Task brief
The response must consist of each line in the listing that has the word "names" in it.

Records for the exercise
== Segment start ==

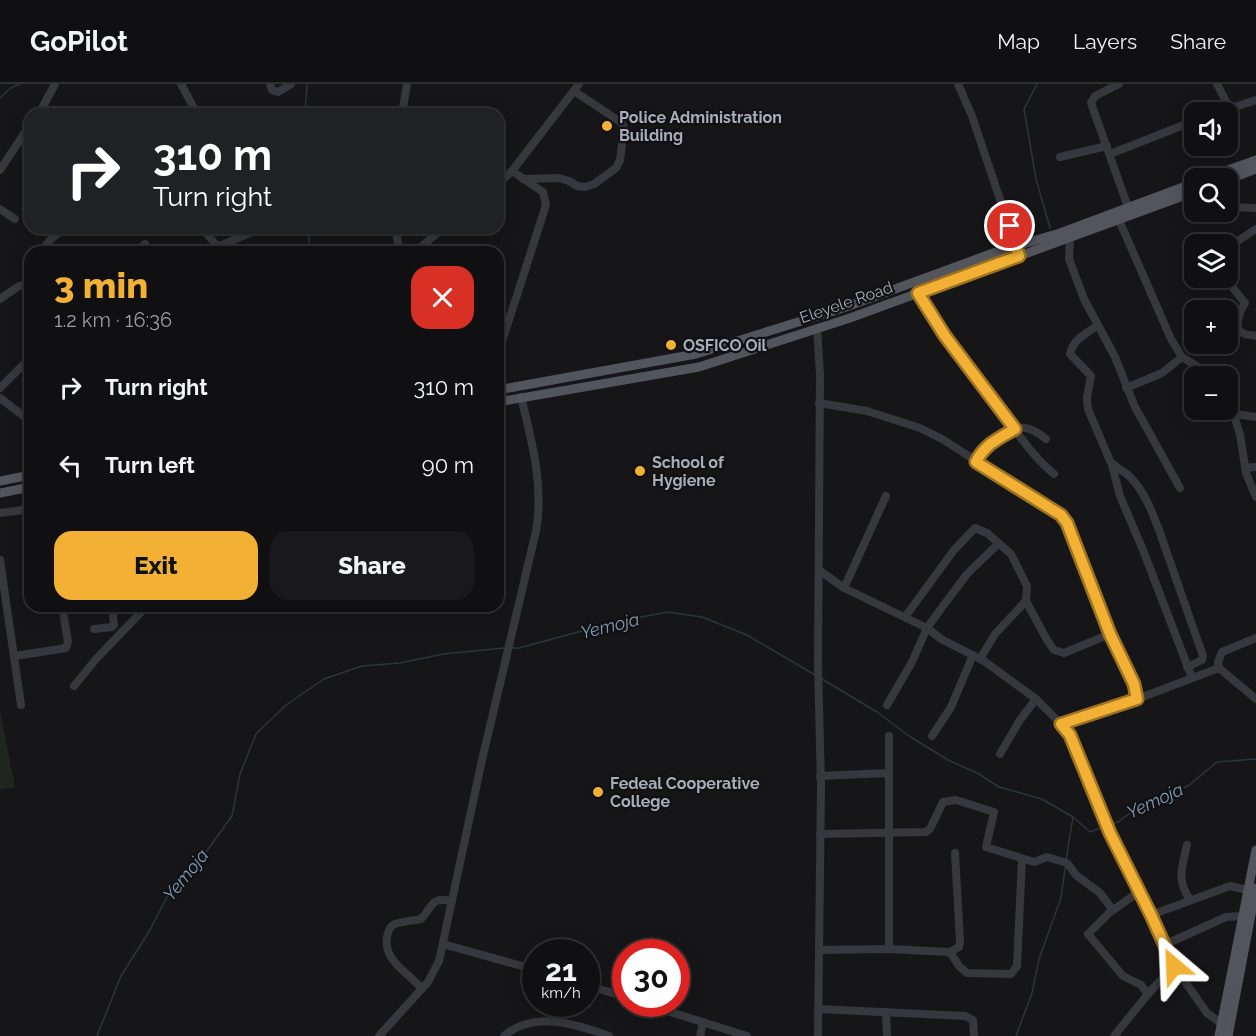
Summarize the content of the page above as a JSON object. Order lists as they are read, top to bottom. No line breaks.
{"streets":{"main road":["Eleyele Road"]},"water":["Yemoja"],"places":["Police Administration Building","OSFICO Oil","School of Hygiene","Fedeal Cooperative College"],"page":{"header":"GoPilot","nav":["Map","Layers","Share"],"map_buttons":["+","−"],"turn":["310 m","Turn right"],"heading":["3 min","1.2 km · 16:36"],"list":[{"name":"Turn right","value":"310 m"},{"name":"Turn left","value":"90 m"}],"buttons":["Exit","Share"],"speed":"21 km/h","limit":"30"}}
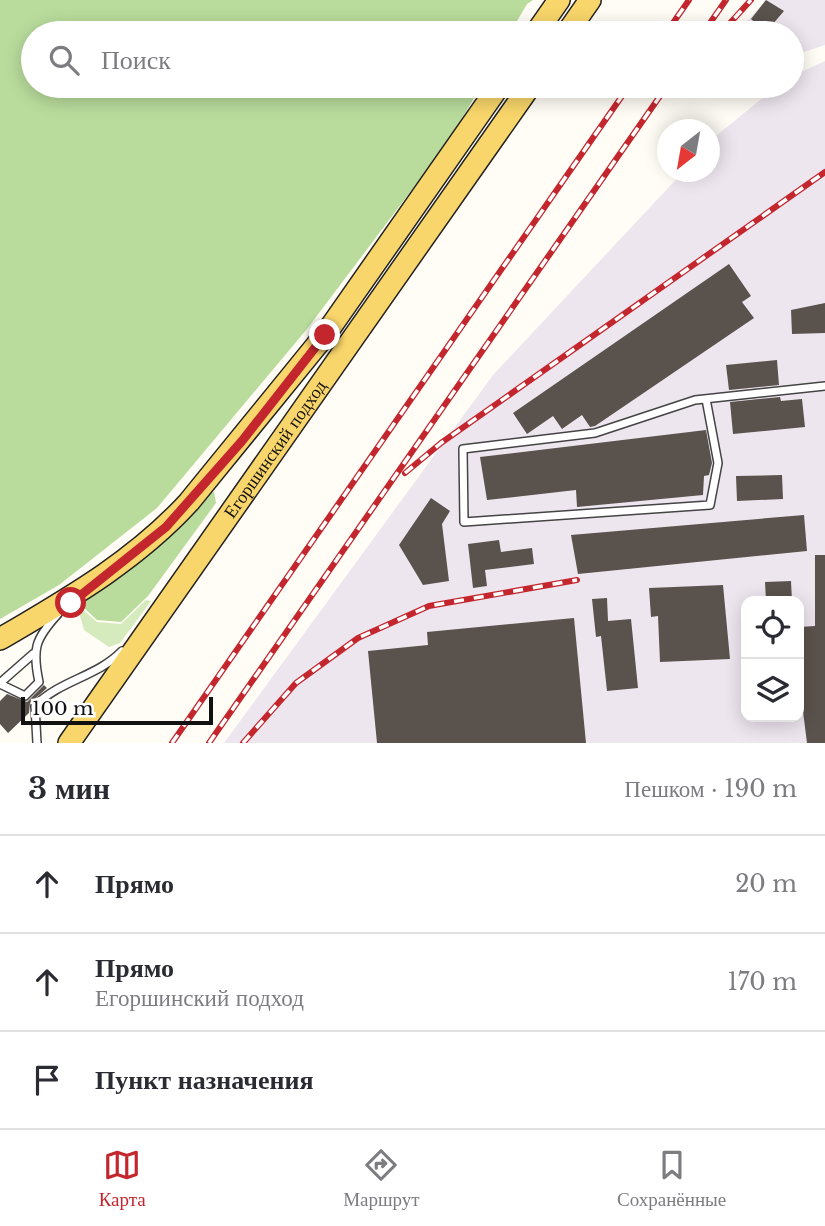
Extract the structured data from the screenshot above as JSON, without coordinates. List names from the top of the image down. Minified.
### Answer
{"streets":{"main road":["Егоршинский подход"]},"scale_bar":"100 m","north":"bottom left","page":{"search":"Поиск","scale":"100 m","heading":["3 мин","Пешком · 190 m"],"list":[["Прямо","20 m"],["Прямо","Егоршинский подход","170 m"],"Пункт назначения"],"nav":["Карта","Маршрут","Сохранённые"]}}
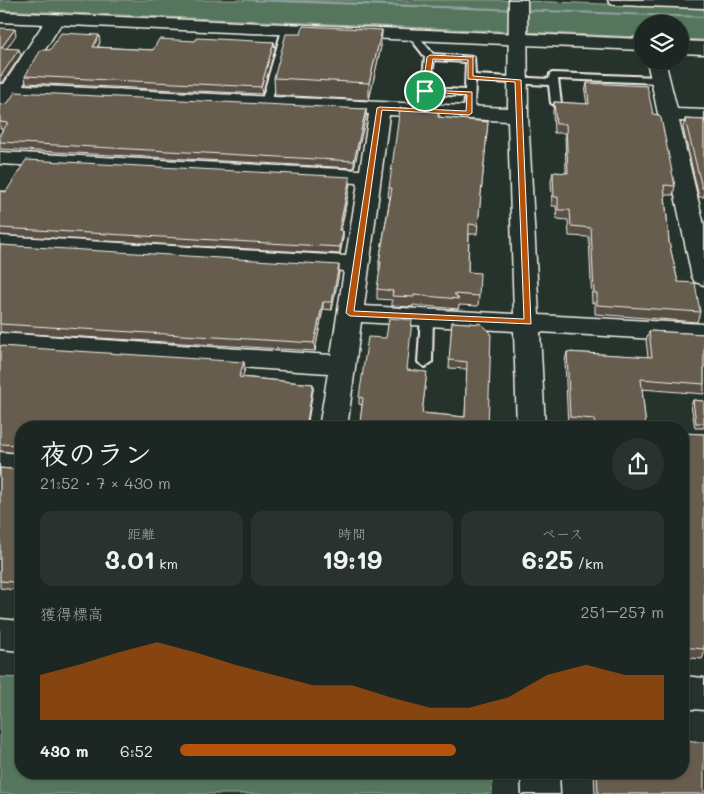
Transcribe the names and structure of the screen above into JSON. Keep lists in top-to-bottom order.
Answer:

== Segment end ==

Response to the exercise
Extract the structured data from the screenshot above as JSON, without coordinates. List names from the top of the image down. Minified.
Transcribe the names and structure of the screen above into JSON. Keep lists in top-to-bottom order.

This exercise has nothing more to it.